== Segment start ==

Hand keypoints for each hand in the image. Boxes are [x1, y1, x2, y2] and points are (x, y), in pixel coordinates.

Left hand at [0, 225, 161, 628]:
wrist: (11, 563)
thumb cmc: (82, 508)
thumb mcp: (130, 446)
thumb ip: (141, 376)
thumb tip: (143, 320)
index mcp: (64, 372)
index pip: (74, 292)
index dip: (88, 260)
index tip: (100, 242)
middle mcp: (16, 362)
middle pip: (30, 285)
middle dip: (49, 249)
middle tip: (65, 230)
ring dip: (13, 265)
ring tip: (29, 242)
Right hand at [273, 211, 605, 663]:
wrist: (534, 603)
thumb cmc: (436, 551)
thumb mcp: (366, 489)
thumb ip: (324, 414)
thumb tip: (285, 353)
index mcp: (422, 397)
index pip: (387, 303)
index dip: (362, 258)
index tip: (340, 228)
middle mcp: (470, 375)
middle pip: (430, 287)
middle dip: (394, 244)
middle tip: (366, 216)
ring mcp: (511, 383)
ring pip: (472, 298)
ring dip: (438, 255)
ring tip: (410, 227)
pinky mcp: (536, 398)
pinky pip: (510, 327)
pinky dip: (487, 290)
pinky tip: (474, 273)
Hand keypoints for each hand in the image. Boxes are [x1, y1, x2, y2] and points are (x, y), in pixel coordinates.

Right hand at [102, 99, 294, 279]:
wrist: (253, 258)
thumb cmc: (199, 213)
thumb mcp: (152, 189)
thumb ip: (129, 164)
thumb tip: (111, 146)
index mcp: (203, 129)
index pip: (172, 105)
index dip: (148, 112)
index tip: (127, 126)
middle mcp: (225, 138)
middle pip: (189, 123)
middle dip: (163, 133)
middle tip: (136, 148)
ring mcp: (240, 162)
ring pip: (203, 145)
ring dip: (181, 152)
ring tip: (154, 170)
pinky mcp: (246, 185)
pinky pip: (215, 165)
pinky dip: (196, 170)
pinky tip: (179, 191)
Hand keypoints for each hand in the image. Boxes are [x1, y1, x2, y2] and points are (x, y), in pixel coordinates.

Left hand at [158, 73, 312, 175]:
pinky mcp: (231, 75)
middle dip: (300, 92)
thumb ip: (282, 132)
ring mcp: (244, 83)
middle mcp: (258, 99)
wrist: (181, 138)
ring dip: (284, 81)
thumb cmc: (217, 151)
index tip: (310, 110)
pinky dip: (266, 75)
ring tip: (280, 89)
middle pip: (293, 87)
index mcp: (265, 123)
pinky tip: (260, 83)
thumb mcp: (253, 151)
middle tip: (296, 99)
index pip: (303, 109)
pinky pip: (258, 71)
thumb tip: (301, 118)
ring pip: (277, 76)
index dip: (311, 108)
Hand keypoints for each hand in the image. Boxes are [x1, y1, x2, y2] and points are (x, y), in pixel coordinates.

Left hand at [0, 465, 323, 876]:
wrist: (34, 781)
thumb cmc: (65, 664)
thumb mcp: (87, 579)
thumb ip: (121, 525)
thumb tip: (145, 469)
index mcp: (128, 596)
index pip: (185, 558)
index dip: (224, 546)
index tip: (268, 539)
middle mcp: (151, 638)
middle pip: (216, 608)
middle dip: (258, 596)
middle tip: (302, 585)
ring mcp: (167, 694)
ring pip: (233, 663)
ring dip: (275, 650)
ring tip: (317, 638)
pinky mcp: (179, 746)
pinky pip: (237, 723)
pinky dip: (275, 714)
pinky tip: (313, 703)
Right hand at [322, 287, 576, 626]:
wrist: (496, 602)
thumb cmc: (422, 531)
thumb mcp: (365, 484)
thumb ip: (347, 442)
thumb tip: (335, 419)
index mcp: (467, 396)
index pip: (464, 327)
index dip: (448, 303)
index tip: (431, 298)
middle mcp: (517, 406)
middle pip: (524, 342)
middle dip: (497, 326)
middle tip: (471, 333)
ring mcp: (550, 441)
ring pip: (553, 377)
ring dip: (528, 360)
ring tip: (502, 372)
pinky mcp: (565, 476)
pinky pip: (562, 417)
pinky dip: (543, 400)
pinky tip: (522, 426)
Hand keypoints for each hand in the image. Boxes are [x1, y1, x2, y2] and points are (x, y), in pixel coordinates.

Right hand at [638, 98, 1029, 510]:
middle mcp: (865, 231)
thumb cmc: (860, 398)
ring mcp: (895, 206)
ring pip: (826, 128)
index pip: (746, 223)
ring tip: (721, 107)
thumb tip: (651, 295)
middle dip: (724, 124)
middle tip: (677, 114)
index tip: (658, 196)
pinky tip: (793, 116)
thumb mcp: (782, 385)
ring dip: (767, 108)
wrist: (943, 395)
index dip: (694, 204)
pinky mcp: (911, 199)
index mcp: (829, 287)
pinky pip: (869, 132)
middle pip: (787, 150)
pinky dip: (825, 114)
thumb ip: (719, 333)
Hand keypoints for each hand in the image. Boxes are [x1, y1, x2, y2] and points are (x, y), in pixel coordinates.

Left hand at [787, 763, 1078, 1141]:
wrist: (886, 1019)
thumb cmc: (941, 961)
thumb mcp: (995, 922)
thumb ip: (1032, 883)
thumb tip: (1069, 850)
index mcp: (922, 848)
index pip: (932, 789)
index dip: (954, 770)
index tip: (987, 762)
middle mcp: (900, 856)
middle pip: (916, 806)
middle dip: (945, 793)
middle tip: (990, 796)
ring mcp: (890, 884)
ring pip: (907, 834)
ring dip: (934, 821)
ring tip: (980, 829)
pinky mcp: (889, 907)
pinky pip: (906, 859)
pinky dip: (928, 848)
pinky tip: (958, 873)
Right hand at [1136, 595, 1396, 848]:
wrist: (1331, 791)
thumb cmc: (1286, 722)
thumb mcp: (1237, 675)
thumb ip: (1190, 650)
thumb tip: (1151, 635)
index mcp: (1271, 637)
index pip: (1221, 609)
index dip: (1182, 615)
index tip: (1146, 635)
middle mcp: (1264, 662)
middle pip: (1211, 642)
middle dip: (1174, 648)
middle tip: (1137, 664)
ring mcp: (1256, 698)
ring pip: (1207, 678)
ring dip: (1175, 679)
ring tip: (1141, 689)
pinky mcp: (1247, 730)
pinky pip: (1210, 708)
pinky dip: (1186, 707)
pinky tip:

== Segment end ==

[Assigned task] Reproduce all the data exactly. Include every line.

[Your solution]
Hand keypoints for each hand in the image. Boxes are [x1, y1, x2, y2] and points are (x, y), in pixel coordinates.

Left hand at [0, 225, 161, 628]:
wrist: (11, 563)
thumb cmc: (82, 508)
thumb mcp: (130, 446)
thumb ip: (141, 376)
thumb tip: (143, 320)
index mcp: (64, 372)
index pip: (74, 292)
index dip: (88, 260)
index tip: (100, 242)
middle mcp: (16, 362)
middle pip: (30, 285)
middle dip: (49, 249)
middle tip: (65, 230)
ring dip: (13, 265)
ring tip: (29, 242)
Right hand at [273, 211, 605, 663]:
wrist: (534, 603)
thumb cmc: (436, 551)
thumb mcp: (366, 489)
thumb ip: (324, 414)
thumb tip: (285, 353)
index mcp: (422, 397)
index pip: (387, 303)
index dip: (362, 258)
index tip: (340, 228)
middle mcp: (470, 375)
middle pip: (430, 287)
middle dip: (394, 244)
middle tip: (366, 216)
ring mcp: (511, 383)
ring pip: (472, 298)
ring dip: (438, 255)
ring tip: (410, 227)
pinky mcp: (536, 398)
pinky pip: (510, 327)
pinky dip: (487, 290)
pinky tip: (474, 273)
Hand keypoints for each hand in the image. Boxes are [x1, y1, x2, y2] and points are (x, y), in pixel coordinates.

Right hand at [102, 99, 294, 279]:
wrist: (253, 258)
thumb cmc: (199, 213)
thumb mcp: (152, 189)
thumb ip: (129, 164)
thumb tip: (111, 146)
index mcp: (203, 129)
index pip: (172, 105)
index dip: (148, 112)
index tip: (127, 126)
middle mcp: (225, 138)
middle pip: (189, 123)
middle dip: (163, 133)
middle tip: (136, 148)
ring mcp: (240, 162)
ring pip: (203, 145)
ring dip: (181, 152)
ring tip: (154, 170)
pinky mcp: (246, 185)
pinky pip: (215, 165)
pinky dip: (196, 170)
pinky tip: (179, 191)
Hand keypoints for each hand in the image. Boxes are [x1, y1, x2, y2] and points are (x, y), in pixel coordinates.

Left hand at [158, 73, 312, 175]:
pinky mcp: (231, 75)
middle dip: (300, 92)
thumb ip: (282, 132)
ring mcp: (244, 83)
middle mcp: (258, 99)
wrist: (181, 138)
ring dip: (284, 81)
thumb cmc: (217, 151)
index tip: (310, 110)
pinky dip: (266, 75)
ring tip: (280, 89)
middle pip: (293, 87)
index mcp: (265, 123)
pinky tip: (260, 83)
thumb mcp: (253, 151)
middle tip: (296, 99)
index pip: (303, 109)
pinky pip: (258, 71)
thumb tip: (301, 118)
ring pip: (277, 76)
index dip: (311, 108)
Hand keypoints for each hand in the image. Boxes are [x1, y1, x2, y2] and points are (x, y), in pixel coordinates.

Left hand at [0, 465, 323, 876]:
wrist: (34, 781)
thumb cmc: (65, 664)
thumb mcp: (87, 579)
thumb ip: (121, 525)
thumb tip: (145, 469)
index mcp: (128, 596)
index pip: (185, 558)
index dip: (224, 546)
index tip: (268, 539)
middle mcp: (151, 638)
middle pip: (216, 608)
middle dip: (258, 596)
middle tip: (302, 585)
ring mcp: (167, 694)
ring pip: (233, 663)
ring dip: (275, 650)
ring tip: (317, 638)
pinky mcp: (179, 746)
pinky pip: (237, 723)
pinky dip: (275, 714)
pinky tip: (313, 703)
Right hand at [322, 287, 576, 626]:
wrist: (496, 602)
thumb cmc: (422, 531)
thumb mcp: (365, 484)
thumb ip: (347, 442)
thumb tip: (335, 419)
index mcp: (467, 396)
index pip: (464, 327)
index dip: (448, 303)
index tip: (431, 298)
middle mcp: (517, 406)
middle pip: (524, 342)
middle dip: (497, 326)
middle tip: (471, 333)
ring mcp: (550, 441)
ring pip: (553, 377)
ring dip: (528, 360)
ring tip: (502, 372)
pinky mcp: (565, 476)
pinky pip: (562, 417)
pinky dip: (543, 400)
pinky tip: (522, 426)
Hand keypoints for each hand in the image. Boxes are [x1, y1, x2, y2] and points are (x, y), in pixel coordinates.

Right hand at [638, 98, 1029, 510]:
middle mcp: (865, 231)
thumb cmc: (860, 398)
ring mcp: (895, 206)
ring pip: (826, 128)
index pip: (746, 223)
ring tip: (721, 107)
thumb tip: (651, 295)
middle dip: (724, 124)
middle tip: (677, 114)
index tip: (658, 196)
pinky tip: (793, 116)
thumb mcp: (782, 385)
ring dip: (767, 108)
wrist: (943, 395)
index dip: (694, 204)
pinky mcp: (911, 199)
index mcp: (829, 287)
pinky pip: (869, 132)
middle pip: (787, 150)
pinky dip: (825, 114)
thumb ip: (719, 333)
Hand keypoints for each hand in the image. Boxes are [x1, y1, x2, y2] and points are (x, y), in pixel coordinates.

Left hand at [787, 763, 1078, 1141]:
wrist: (886, 1019)
thumb cmc: (941, 961)
thumb mcp: (995, 922)
thumb ip: (1032, 883)
thumb tip: (1069, 850)
index mcp: (922, 848)
index pip: (932, 789)
index dip: (954, 770)
index tip: (987, 762)
middle mcp: (900, 856)
middle pip: (916, 806)
middle dip: (945, 793)
middle tip: (990, 796)
ring mcp: (890, 884)
ring pip: (907, 834)
ring dip: (934, 821)
ring tip: (980, 829)
pinky mcp: (889, 907)
pinky pip: (906, 859)
pinky dip: (928, 848)
pinky tip: (958, 873)
Right hand at [1136, 595, 1396, 848]:
wrist: (1331, 791)
thumb cmc: (1286, 722)
thumb mcp: (1237, 675)
thumb ip: (1190, 650)
thumb tip: (1151, 635)
index mcp: (1271, 637)
index pip: (1221, 609)
index dip: (1182, 615)
index tip: (1146, 635)
middle mcp: (1264, 662)
middle pip: (1211, 642)
middle dip: (1174, 648)
middle tip: (1137, 664)
ring mcp: (1256, 698)
ring pip: (1207, 678)
ring dip: (1175, 679)
ring tip: (1141, 689)
pinky mcp: (1247, 730)
pinky pip: (1210, 708)
pinky dip: (1186, 707)
pinky tip:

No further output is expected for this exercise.